Sue was one of those people who didn’t say much but got a lot of things done. The type of person who ran basketball comps, looked after elderly parents, sat on Parents’ and Friends’ Committees at schools and baked cakes for cake stalls - all without any whingeing. In my book that made her a modern day saint or a complete lunatic. She didn’t have much of a sense of humour but then not many saints were known for their humour - not so sure about lunatics. At the moment neither she nor Rosa looked too happy.
‘Have you heard Mirabelle’s latest idea?’ Rosa asked me a little aggressively.
Now most parents are alright, even those who are deluded enough to think that their little angel might be ‘gifted’, which accounts for at least one third of the parents in any given year. However, there is always one who could try the patience of even a lunatic/modern day saint. This year it was Mirabelle, mother of Shalini.
Mirabelle believed in the purity of children, not setting boundaries around their wisdom and allowing them to open our eyes to society’s limitations. She had thought that Shalini should be home schooled but had decided that Shalini was a gift that should be shared with the community. Shalini made all of us believe in home schooling as well.
‘Mirabelle thinks we should have a cleansing ceremony to banish the bad feng shui from Zarko’s death. She is particularly concerned about how her delicate flower Shalini will cope with the negative vibrations of his restless spirit,’ Sue said.

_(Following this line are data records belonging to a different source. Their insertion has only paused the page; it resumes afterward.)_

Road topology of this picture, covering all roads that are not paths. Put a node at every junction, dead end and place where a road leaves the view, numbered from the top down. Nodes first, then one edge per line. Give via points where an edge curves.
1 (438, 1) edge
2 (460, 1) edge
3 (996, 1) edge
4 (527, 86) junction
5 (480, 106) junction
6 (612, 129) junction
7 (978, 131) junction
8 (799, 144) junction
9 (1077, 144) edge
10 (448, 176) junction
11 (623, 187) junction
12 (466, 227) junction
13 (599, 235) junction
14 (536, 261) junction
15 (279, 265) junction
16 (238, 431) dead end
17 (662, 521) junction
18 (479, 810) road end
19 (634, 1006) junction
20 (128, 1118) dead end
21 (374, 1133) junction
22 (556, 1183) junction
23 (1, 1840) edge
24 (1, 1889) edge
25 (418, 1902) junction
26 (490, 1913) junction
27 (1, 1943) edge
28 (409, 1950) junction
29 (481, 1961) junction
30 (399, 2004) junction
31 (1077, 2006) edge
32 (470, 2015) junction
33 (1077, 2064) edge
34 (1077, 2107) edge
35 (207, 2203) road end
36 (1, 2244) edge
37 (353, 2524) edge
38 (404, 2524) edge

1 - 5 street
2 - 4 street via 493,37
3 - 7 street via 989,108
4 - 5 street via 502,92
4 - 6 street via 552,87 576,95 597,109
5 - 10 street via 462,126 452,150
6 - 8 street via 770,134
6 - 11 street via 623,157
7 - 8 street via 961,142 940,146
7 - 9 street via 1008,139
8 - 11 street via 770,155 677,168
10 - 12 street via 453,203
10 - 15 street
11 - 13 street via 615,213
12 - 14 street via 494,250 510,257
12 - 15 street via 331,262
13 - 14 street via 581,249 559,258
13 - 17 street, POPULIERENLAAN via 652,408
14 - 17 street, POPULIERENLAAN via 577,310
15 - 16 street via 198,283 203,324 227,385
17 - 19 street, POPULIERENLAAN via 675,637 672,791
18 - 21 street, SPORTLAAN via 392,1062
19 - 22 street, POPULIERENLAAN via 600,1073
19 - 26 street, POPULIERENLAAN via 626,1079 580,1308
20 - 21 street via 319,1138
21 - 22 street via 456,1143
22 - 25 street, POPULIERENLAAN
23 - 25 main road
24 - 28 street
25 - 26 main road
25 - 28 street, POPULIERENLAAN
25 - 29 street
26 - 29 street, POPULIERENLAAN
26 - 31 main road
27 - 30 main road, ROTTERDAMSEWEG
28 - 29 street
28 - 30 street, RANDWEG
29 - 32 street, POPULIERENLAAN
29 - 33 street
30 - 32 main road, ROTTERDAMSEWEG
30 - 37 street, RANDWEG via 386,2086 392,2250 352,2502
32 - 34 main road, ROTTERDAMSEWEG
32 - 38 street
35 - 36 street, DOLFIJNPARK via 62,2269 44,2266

Rosa grimaced at the kettle and if I didn’t know her better I would have thought that she was muttering some distinctly caffeinated comments under her breath.
‘Shalini didn’t seem too bothered today by the negative vibrations,’ I said. ‘I had to rescue little Sa
m Mikakos before she brained him with a piece of wood in order to recreate the crime scene.’
‘If we don’t have a ceremony, any chance Shalini might not be able to return to such a dangerous spiritual environment?’ Rosa asked hopefully.
‘No,’ said Sue. ‘And Mirabelle has been trying to gain support for the idea from other parents. We should just go along with it.’
‘Fine,’ answered Rosa in a tone that implied it was anything but, ‘as long as I do not have to participate in any way.’
In the end we all went. Even Princess Anne attended (dressed in Prada, Lindy muttered) but looking like death warmed up. Must still have been getting over her ‘flu. Rosa pretended to be there under protest but actually she wouldn’t have wanted to miss the debacle it was likely to be. Debacle it was. Mirabelle hadn’t managed to convince many parents to attend, only the handful who were too polite or too stupid to avoid her completely. Sue had dragooned the usual suspects, that is everyone else on the Kinder Committee, and it was fair to say they looked pretty mutinous having to give up another Saturday for the Kinder.